I spent almost 3 years working exclusively in vi. I got used to it enough to handcraft my own .vimrc file, use multiple buffers, integrate with ctags, etc etc. I think I was reasonably proficient in vim at that time.

At around that time, I did a coding project with a friend who was an emacs user and when I say him code I thought to myself "Wow, he flies!". That day I dumped vi and went back to emacs. I've never looked back.

Emacs' macros, different modes, integration, shells, etc, etc, let you deal with all sorts of systems in a pleasant way. Learning emacs is a much better investment than vim.

2 comments

I hear you. My point is either vim or emacs is a much better choice than those "beginner-friendly" editors that the op would recommend to new devs. Simple: no pain, no gain. Both vim and emacs are painful enough for most people to learn, but the reward is substantial and long-lasting.

Side note: I think I'd love emacs if I hadn't learned vim first. Having a real programming language (elisp) for configuration and extension is nice.

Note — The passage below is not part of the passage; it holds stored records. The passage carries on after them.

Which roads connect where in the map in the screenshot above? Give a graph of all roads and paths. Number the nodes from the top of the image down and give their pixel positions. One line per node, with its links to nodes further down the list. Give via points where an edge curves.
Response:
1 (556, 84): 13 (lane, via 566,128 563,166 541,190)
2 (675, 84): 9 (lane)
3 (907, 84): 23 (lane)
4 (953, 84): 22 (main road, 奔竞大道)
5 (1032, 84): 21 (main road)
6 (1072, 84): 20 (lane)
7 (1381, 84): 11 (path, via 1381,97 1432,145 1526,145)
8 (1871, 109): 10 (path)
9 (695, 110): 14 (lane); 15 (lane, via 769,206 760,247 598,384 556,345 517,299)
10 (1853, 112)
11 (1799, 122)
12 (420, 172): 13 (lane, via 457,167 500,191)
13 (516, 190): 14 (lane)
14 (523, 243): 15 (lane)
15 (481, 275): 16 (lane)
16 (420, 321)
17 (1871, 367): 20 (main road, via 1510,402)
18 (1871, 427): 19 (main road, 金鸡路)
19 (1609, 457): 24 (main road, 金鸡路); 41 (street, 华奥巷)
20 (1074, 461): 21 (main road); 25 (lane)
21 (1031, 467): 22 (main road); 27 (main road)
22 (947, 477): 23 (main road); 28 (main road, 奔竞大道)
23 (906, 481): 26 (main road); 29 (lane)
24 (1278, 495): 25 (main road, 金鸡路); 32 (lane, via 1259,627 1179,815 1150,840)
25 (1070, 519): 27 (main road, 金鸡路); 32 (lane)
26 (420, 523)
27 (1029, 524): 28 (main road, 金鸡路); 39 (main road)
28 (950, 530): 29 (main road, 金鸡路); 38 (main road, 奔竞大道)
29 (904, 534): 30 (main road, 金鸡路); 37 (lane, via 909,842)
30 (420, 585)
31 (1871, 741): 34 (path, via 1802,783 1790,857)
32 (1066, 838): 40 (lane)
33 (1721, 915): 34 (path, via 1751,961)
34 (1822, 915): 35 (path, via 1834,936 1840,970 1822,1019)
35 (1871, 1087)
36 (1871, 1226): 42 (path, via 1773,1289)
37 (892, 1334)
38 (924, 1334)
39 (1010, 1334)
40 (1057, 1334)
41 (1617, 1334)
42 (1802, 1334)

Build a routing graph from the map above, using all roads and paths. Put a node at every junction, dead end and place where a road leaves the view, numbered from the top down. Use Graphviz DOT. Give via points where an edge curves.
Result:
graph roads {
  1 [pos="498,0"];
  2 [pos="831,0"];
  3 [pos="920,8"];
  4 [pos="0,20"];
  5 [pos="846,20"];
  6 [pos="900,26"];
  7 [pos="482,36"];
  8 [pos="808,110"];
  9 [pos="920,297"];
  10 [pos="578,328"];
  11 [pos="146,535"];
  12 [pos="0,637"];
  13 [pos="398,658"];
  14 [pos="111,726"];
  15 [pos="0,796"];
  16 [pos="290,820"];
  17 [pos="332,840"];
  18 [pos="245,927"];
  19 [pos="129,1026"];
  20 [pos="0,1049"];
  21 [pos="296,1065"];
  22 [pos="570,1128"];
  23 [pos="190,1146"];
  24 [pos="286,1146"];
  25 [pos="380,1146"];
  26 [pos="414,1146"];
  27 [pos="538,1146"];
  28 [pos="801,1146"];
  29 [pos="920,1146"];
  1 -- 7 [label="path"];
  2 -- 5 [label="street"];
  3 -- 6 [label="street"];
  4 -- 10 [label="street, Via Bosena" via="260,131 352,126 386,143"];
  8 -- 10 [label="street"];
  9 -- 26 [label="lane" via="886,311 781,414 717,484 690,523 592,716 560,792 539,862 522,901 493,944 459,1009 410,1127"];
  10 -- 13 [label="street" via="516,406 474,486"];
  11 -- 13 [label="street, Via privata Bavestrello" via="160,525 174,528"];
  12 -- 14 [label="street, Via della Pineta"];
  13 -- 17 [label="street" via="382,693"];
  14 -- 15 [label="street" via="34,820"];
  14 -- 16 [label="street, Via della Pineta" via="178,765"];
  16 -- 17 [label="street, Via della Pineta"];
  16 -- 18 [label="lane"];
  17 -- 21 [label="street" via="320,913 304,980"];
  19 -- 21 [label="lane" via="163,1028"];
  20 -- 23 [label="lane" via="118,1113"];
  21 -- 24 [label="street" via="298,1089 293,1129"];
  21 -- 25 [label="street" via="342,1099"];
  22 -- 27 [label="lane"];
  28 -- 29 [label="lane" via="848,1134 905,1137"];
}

Sure, but for the record, Sublime isn't exactly a "beginner-friendly" editor in the "click and drool sense". It offers menus for common operations, but I think of it more as Emacs But With Python than something I'd hand to a new user.
... you should read up on the new hotness in emacs, finally making people really proficient editors -- it is called "EVIL" mode, it is taking the emacs community by storm.

Just hit 1.0 as well.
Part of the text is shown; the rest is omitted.